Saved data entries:
Start of Block

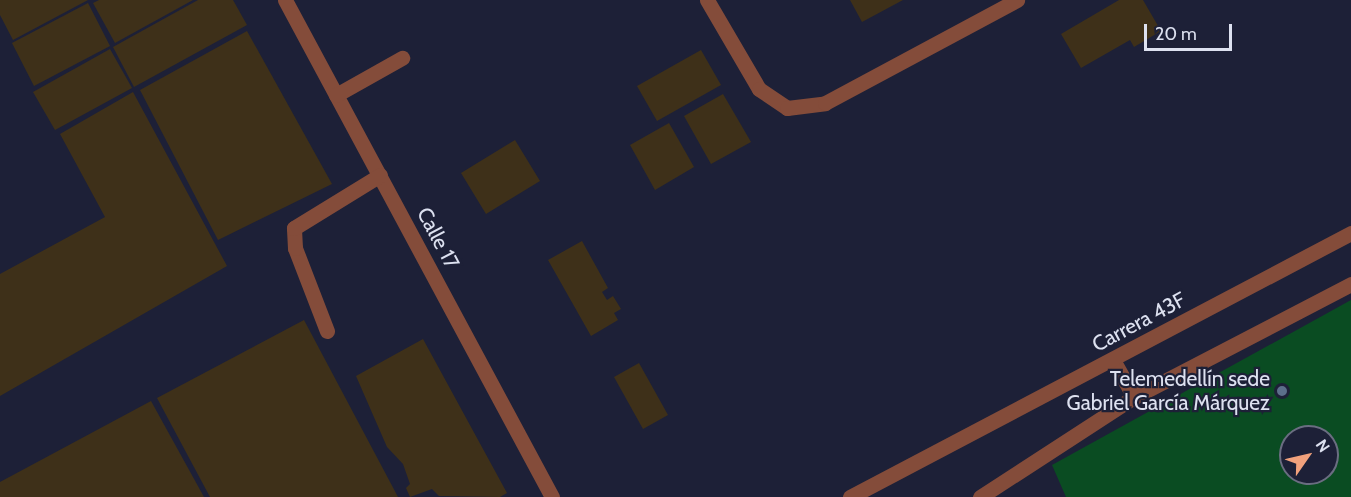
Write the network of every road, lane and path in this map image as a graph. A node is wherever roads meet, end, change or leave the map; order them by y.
1 (285, 0) edge
2 (707, 0) edge
3 (1017, 0) edge
4 (402, 58) dead end
5 (336, 95) junction
6 (380, 175) junction
7 (1351, 233) edge
8 (1351, 284) edge
9 (327, 331) dead end
10 (1113, 360) junction
11 (1134, 397) junction
12 (552, 497) edge
13 (850, 497) edge
14 (980, 497) edge

1 - 5 street, Calle 17
2 - 3 street
4 - 5 street
5 - 6 street, Calle 17
6 - 9 street
6 - 12 street, Calle 17
7 - 10 street, Carrera 43F
8 - 11 street
10 - 11 street
10 - 13 street, Carrera 43F
11 - 14 street

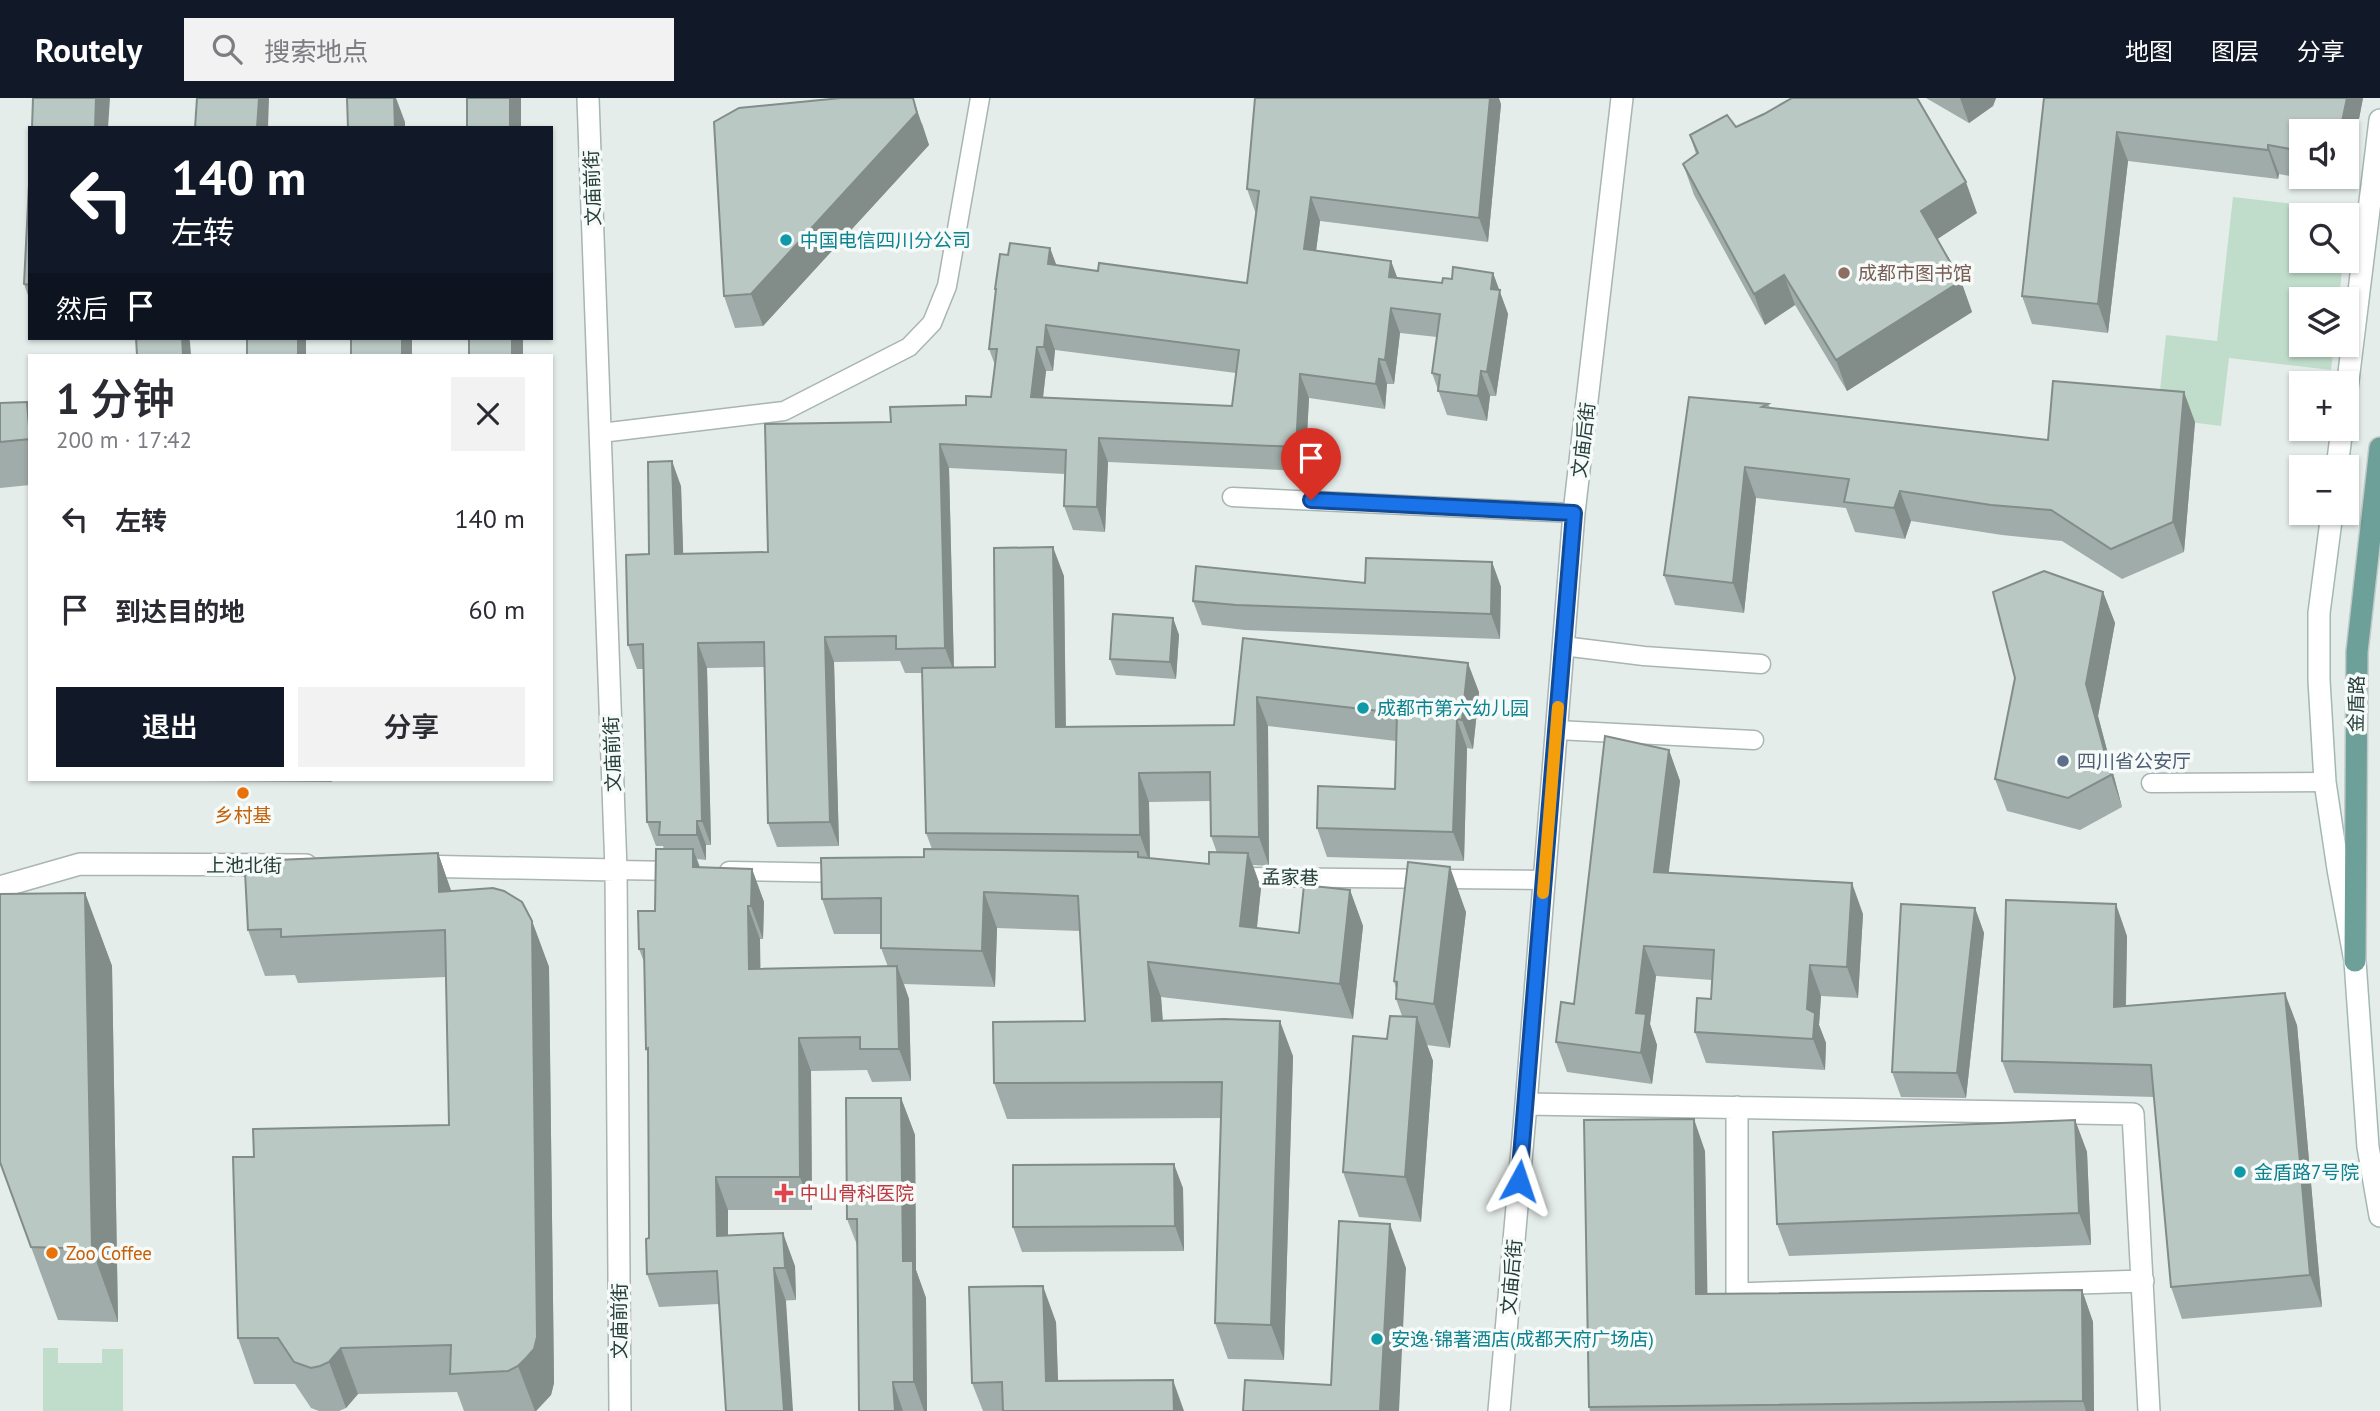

End of Block

§ Task requirements: Pictures stay out, but every record above is to be returned exactly.

§ Written solution:
Write the network of every road, lane and path in this map image as a graph. A node is wherever roads meet, end, change or leave the map; order them by y.
1 (285, 0) edge
2 (707, 0) edge
3 (1017, 0) edge
4 (402, 58) dead end
5 (336, 95) junction
6 (380, 175) junction
7 (1351, 233) edge
8 (1351, 284) edge
9 (327, 331) dead end
10 (1113, 360) junction
11 (1134, 397) junction
12 (552, 497) edge
13 (850, 497) edge
14 (980, 497) edge

1 - 5 street, Calle 17
2 - 3 street
4 - 5 street
5 - 6 street, Calle 17
6 - 9 street
6 - 12 street, Calle 17
7 - 10 street, Carrera 43F
8 - 11 street
10 - 11 street
10 - 13 street, Carrera 43F
11 - 14 street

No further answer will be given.